In a closed-door meeting Thursday designed to foster party unity, Donald Trump laid into three Senate Republicans for not supporting him,
The Washington Post reports.
Arizona Sen. Jeff Flake took the brunt of Trump's barbs, after voicing his concerns that Trump's immigration policies and language would alienate Latino voters.
"You've been very critical of me," the presumptive Republican presidential nominee said when Flake introduced himself.
"Yes, I'm the other senator from Arizona — the one who didn't get captured — and I want to talk to you about statements like that," Flake responded, referring to last year when Trump
questioned whether Flake's colleague, Sen. John McCain, was a war hero.
Trump faulted the decorated former Navy flier for being shot down and captured during the Vietnam War.
"I'm not part of the Never Trump movement," Flake replied.
Trump said he hadn't attacked Flake hard, yet, suggesting he would. Flake asked Trump to stop attacking Mexicans. The billionaire New Yorker replied by predicting Flake would lose his reelection bid. Flake isn't on the ballot this year.

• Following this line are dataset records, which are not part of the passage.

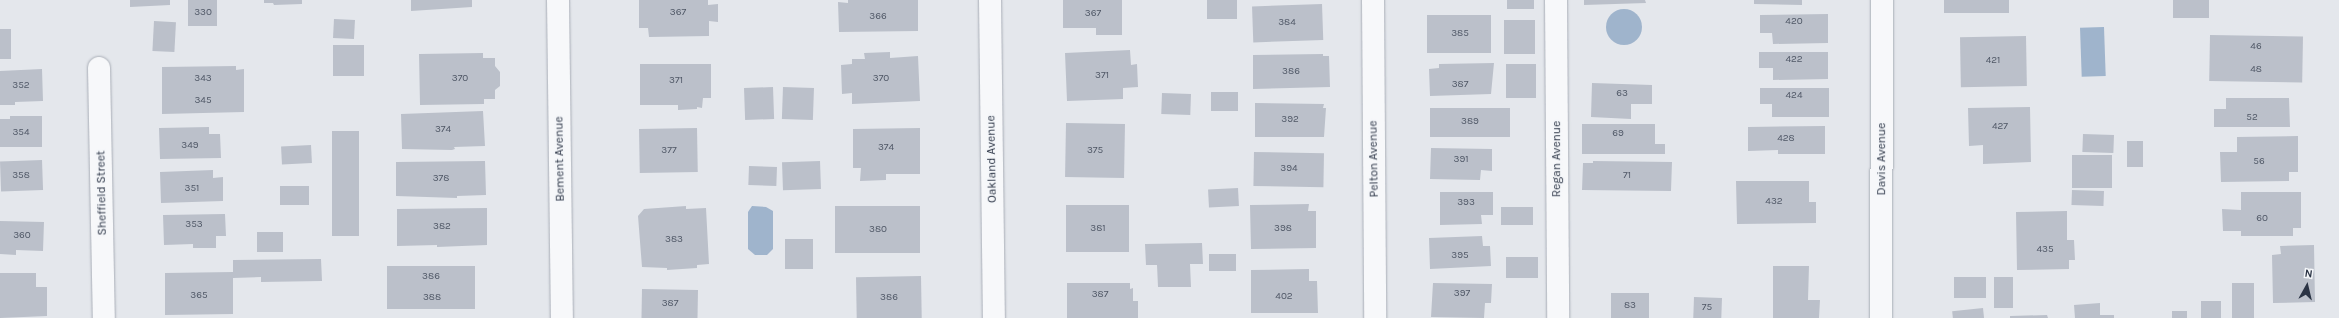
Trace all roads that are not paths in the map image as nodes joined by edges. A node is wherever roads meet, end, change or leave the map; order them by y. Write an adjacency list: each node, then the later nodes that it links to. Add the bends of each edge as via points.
1 (558, 0): 8 (street, Bement Avenue)
2 (990, 0): 9 (street, Oakland Avenue)
3 (1372, 0): 10 (street, Pelton Avenue)
4 (1556, 0): 11 (street, Regan Avenue)
5 (1882, 0): 12 (street, Davis Avenue)
6 (99, 68): 7 (street, Sheffield Street)
7 (104, 318)
8 (562, 318)
9 (994, 318)
10 (1375, 318)
11 (1558, 318)
12 (1881, 318)

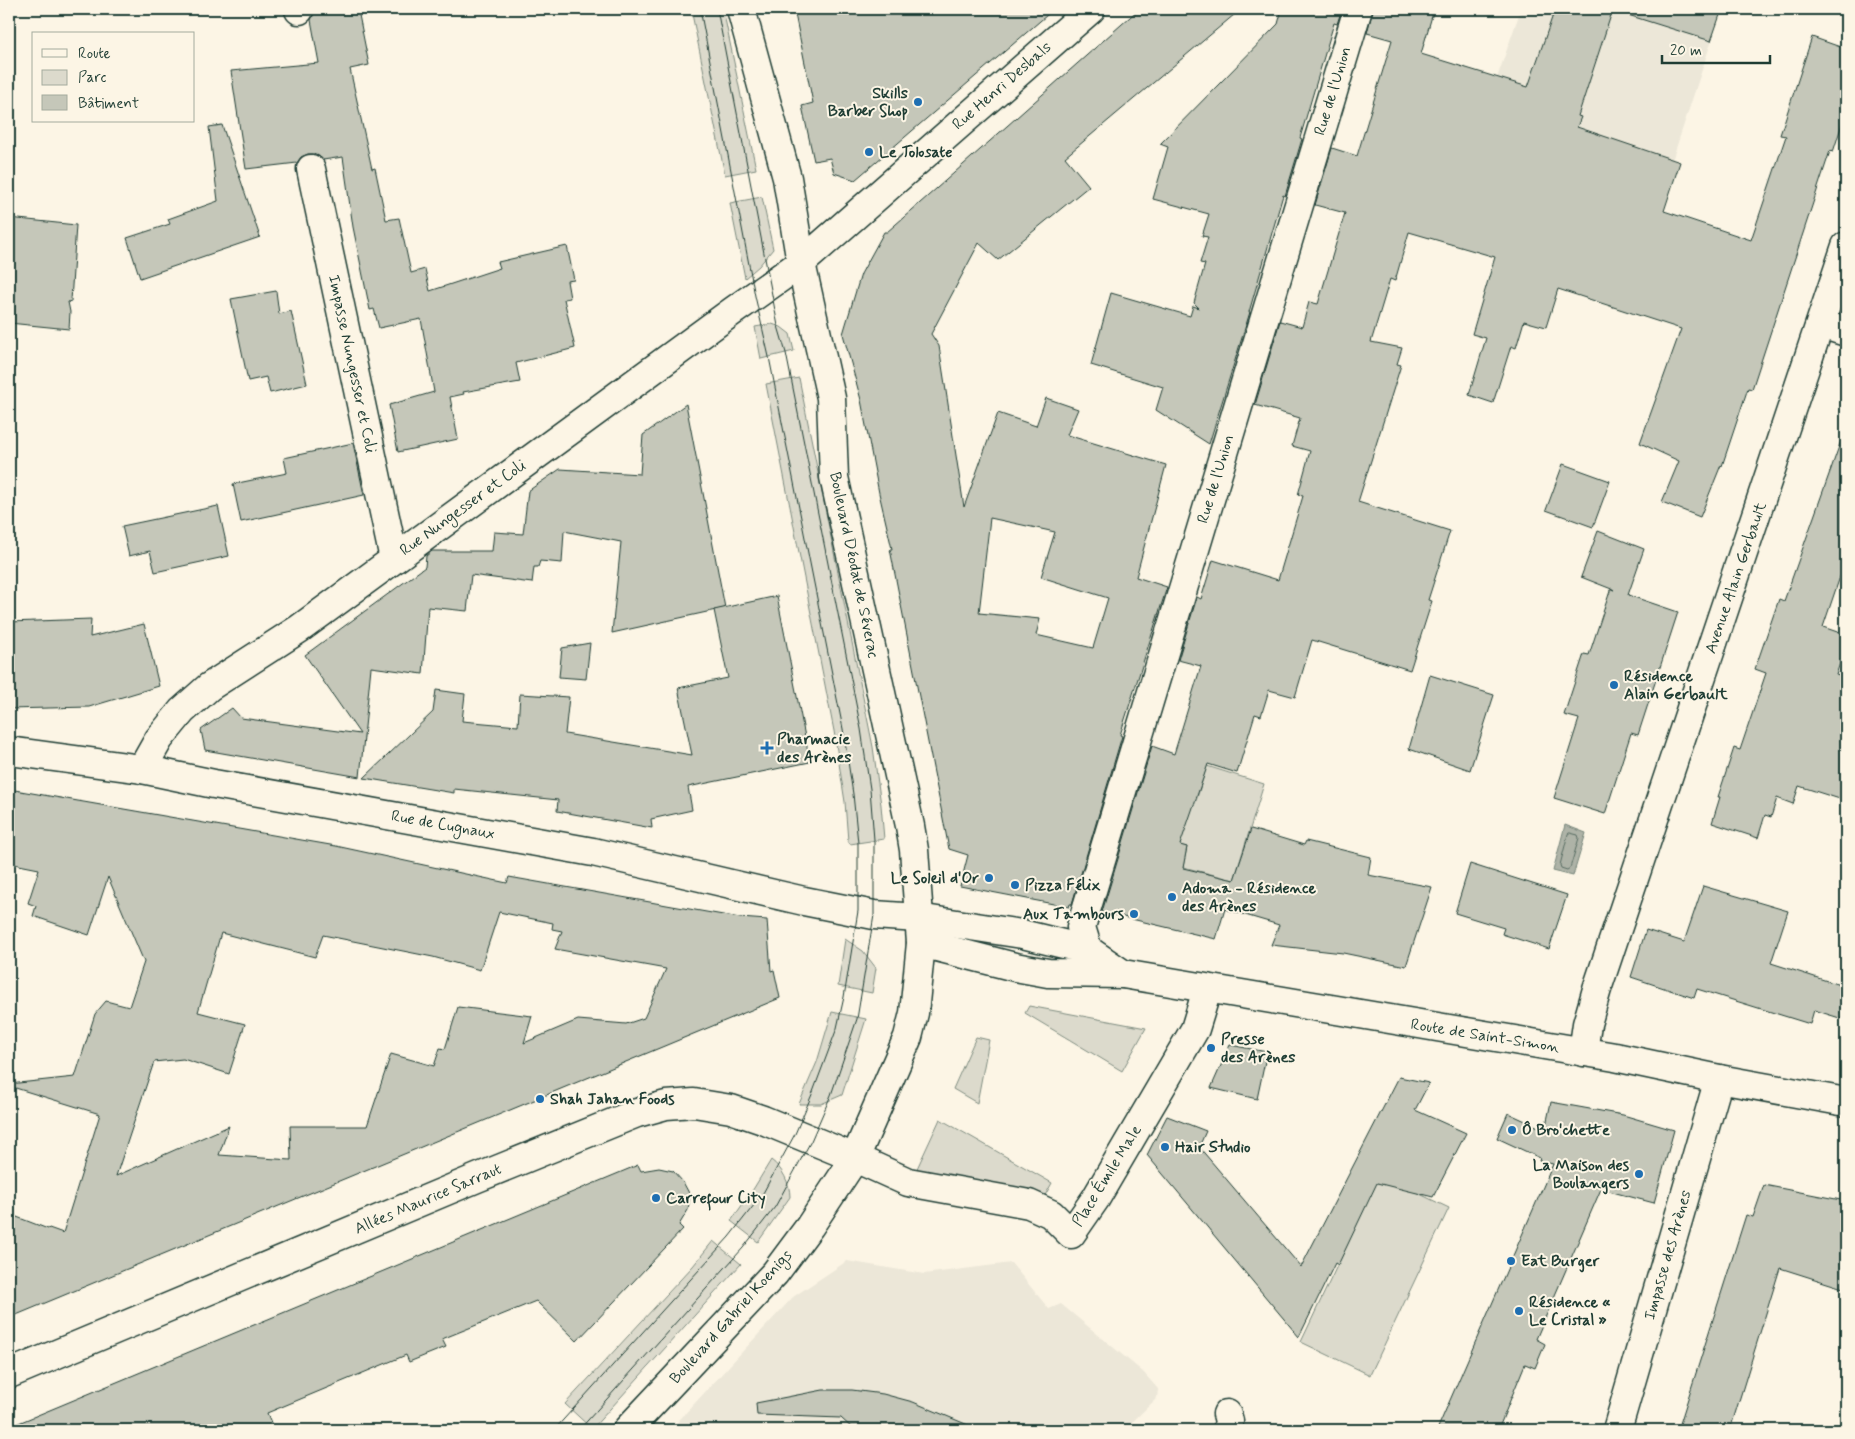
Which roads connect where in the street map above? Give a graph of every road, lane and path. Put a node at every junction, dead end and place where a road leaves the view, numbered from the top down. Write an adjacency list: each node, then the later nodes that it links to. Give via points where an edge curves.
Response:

Flake afterward told reporters that the meeting didn't change his position on Trump.
"I just can't support him given the things that he's said."
Trump also targeted Illinois Sen. Mark Kirk, who
rescinded his Trump endorsement last month, citing the candidate's racially tinged
criticisms of a Mexican-American judge presiding over a lawsuit against the defunct Trump University. Kirk had skipped the meeting.
Deriding Kirk as a loser, Trump predicted he'd win Illinois, which hasn't voted for a GOP nominee since 1988. Kirk later said he didn't think Trump could win his state.
"We haven't seen a personality like his too much in the Midwest," Kirk told The Associated Press. "Eastern, privileged, wealthy bully," Kirk said. "Our bullies are made of better stuff in Illinois."
Trump's third target, Nebraska Sen. Ben Sasse, is possibly the biggest Senate advocate for a third-party candidate.
According to The New York Times, Trump earlier branded Sasse as looking "more like a gym rat than a U.S. Senator." During the meeting, Trump questioned whether Sasse wanted Hillary Clinton to win, the Post reported.
"Mr. Sasse continues to believe that our country is in a bad place and, with these two candidates, this election remains a dumpster fire. Nothing has changed," James Wegmann, Sasse's spokesman, told reporters afterwards.
"It seemed blunt but it wasn't tense . . . Trump's comment at the end didn't come across as a threat,"
Oklahoma Sen. James Lankford told Politico. "It was, 'I'm gaining popularity in your state and get on board because if you're fighting against me, the people in your state support me.'"
"Today's meeting was positive and productive and these characterizations, attributed to unnamed sources, are wholly inaccurate," Paul Manafort, Trump's campaign chairman and senior strategist, said in a statement to the Post. "The conversation was very positive and substantive."